REQUIREMENT:
Using the listing below, say how many of its lines hold "than". Offer nothing beyond the number.
MATERIAL FOR THIS EXERCISE Block Start
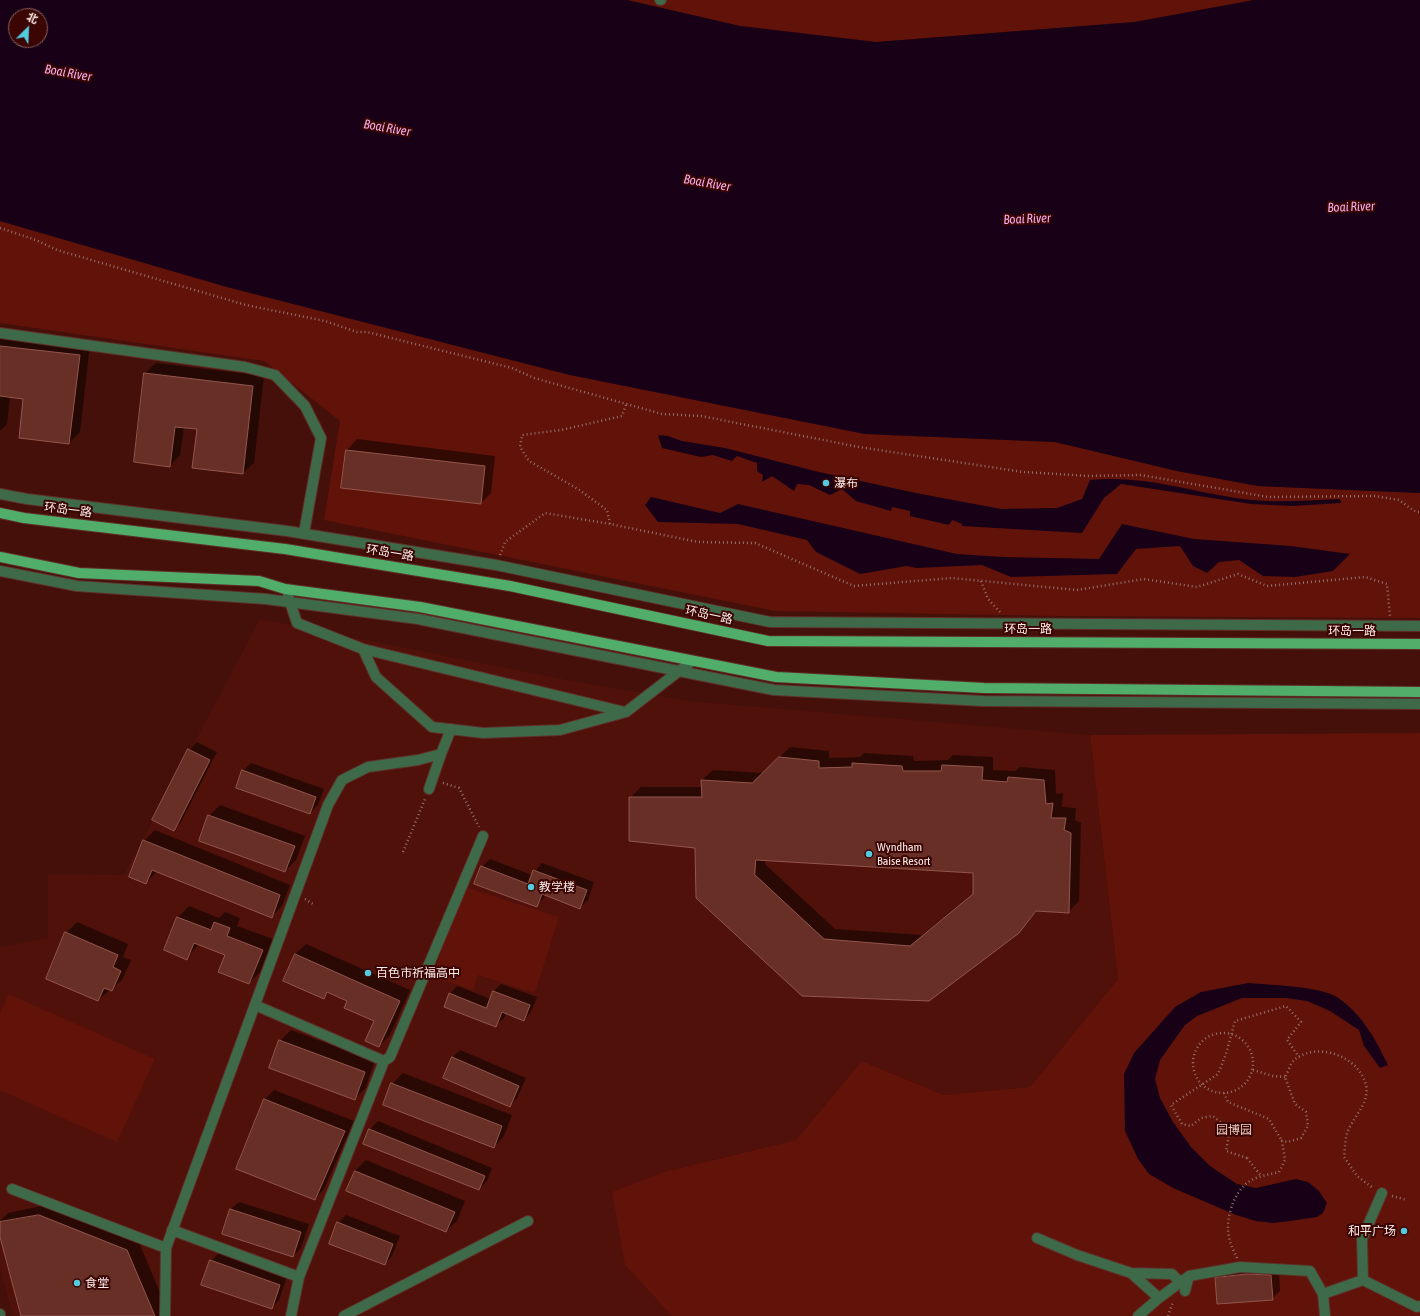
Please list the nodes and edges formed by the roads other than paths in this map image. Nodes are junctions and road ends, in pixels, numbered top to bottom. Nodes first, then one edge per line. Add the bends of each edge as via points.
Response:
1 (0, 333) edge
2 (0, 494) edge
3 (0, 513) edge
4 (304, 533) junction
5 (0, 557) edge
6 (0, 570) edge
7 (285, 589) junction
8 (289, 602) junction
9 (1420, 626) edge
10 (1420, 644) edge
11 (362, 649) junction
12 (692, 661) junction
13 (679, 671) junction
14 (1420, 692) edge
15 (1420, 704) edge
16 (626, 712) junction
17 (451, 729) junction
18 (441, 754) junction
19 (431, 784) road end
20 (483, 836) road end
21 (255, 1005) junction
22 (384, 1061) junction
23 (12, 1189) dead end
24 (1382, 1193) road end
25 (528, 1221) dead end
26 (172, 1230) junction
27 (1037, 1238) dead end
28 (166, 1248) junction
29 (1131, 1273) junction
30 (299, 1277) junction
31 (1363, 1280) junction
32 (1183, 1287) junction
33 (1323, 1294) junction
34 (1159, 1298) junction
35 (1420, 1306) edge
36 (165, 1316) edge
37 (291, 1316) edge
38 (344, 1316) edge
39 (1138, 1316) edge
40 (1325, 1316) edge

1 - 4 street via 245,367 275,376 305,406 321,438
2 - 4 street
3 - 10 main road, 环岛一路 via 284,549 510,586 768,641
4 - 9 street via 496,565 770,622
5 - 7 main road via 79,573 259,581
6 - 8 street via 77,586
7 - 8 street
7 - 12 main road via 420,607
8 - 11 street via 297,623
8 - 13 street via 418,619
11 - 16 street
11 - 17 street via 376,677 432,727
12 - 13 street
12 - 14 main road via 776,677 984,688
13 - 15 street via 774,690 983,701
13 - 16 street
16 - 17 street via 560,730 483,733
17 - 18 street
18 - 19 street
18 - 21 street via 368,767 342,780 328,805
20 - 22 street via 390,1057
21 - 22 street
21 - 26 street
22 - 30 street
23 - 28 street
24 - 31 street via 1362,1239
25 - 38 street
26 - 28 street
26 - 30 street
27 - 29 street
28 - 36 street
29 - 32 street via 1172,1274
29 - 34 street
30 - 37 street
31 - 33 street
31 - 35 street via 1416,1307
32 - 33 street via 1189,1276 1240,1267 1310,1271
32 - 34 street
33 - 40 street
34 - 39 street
MATERIAL FOR THIS EXERCISE Block End
MATERIAL FOR THIS EXERCISE Block Start
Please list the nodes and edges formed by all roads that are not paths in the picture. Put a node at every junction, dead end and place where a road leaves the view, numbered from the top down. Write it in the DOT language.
MATERIAL FOR THIS EXERCISE Block End
MATERIAL FOR THIS EXERCISE Block Start
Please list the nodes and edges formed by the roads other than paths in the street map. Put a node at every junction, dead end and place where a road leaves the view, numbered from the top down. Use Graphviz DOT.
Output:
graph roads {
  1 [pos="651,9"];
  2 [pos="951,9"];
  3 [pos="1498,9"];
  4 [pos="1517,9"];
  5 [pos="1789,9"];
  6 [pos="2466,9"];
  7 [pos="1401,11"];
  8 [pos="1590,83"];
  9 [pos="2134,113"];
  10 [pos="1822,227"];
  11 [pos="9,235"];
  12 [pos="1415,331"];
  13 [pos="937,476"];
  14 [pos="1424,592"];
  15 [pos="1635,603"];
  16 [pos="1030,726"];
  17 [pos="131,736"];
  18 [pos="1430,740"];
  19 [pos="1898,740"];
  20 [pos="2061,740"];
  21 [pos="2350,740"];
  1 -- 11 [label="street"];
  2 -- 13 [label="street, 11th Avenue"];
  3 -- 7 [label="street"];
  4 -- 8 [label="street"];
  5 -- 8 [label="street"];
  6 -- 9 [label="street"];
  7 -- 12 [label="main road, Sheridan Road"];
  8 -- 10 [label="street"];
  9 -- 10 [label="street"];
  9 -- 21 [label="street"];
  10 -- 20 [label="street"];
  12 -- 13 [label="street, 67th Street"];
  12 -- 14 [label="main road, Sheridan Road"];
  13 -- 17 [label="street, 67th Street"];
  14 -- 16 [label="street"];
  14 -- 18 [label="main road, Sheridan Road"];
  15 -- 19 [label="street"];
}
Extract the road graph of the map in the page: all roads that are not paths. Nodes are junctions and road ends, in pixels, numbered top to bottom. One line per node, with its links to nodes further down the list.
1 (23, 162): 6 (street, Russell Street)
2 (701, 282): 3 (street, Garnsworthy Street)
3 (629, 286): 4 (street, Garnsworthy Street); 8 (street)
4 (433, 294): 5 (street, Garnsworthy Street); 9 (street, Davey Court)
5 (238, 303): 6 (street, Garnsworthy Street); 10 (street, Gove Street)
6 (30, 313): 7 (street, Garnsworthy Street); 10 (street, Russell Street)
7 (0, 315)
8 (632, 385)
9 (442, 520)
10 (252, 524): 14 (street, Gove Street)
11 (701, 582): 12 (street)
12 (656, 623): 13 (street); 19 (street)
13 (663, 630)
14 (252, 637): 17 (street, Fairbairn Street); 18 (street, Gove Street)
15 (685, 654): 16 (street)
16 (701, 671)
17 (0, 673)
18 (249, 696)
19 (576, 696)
MATERIAL FOR THIS EXERCISE Block End
WRITTEN ANSWER:
2